* Raw data
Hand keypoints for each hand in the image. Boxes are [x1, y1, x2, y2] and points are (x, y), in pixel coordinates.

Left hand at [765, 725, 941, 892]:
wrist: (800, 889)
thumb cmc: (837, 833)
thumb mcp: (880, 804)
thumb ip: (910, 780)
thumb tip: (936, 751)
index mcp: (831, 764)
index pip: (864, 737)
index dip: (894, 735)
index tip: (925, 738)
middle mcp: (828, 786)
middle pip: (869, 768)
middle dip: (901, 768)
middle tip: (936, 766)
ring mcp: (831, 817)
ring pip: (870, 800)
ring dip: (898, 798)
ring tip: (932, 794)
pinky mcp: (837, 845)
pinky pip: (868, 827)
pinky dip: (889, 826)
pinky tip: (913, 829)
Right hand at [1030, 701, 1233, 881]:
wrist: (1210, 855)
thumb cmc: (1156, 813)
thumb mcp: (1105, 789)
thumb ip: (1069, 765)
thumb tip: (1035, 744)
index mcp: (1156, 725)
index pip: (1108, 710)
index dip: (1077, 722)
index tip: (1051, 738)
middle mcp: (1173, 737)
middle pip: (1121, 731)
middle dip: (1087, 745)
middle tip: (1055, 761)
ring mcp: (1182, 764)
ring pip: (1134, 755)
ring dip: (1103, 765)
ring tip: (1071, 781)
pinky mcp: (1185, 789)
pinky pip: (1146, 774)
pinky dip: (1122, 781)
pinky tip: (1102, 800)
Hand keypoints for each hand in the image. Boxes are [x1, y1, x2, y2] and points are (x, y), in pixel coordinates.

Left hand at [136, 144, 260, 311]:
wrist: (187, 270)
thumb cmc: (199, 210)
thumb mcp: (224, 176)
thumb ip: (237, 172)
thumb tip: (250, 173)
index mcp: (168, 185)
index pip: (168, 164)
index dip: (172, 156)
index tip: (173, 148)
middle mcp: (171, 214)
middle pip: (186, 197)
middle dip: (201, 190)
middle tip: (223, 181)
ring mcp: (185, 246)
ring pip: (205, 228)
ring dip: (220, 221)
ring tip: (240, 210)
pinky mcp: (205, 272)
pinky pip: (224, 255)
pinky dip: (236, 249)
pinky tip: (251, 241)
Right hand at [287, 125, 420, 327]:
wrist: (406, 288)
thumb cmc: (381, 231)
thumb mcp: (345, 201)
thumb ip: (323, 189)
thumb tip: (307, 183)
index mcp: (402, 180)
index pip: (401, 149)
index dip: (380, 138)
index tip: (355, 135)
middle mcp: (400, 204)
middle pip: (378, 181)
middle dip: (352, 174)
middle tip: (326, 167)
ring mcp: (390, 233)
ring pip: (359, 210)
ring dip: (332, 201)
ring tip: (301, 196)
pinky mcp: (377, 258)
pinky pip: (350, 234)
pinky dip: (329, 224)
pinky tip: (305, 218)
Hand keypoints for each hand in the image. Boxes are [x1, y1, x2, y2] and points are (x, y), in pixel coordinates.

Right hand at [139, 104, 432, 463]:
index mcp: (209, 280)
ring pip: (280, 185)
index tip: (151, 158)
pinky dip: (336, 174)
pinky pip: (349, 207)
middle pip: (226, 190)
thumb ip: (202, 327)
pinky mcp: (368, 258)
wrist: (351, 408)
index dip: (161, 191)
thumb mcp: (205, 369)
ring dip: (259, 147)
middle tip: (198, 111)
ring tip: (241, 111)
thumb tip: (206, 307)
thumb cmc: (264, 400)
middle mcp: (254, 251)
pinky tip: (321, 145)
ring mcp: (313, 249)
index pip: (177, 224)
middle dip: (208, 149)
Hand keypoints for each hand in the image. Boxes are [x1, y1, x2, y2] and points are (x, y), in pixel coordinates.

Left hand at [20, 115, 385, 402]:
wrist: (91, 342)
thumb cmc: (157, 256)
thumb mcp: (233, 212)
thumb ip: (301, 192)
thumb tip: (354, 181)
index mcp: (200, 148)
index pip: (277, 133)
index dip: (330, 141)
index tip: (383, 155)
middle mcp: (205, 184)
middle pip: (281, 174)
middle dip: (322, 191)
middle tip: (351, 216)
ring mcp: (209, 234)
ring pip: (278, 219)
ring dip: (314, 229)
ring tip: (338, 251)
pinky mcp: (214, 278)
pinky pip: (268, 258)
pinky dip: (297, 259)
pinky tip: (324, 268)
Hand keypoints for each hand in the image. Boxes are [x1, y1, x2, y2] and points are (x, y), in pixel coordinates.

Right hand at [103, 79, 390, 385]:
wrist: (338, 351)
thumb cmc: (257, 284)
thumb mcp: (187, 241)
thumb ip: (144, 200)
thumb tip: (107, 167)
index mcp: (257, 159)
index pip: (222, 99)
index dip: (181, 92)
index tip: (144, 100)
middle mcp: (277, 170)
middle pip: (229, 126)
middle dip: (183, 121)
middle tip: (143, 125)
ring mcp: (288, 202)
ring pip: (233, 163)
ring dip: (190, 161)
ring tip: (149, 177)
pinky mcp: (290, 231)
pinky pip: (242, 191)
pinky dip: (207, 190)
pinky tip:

* Aim of the exercise
Begin at the line above that has "thumb mcp: (233, 212)" and stop after the line that has "ring pip: (278, 219)", copying each line exactly and adding nothing else.

* Output of the task
thumb mcp: (233, 212)
thumb ip: (301, 192)
thumb tip: (354, 181)
index mcp: (200, 148)
index pip: (277, 133)
index dip: (330, 141)
index tip: (383, 155)
middle mcp: (205, 184)
middle pip: (281, 174)
middle dip: (322, 191)
middle tip: (351, 216)
ring mcp: (209, 234)
ring pip: (278, 219)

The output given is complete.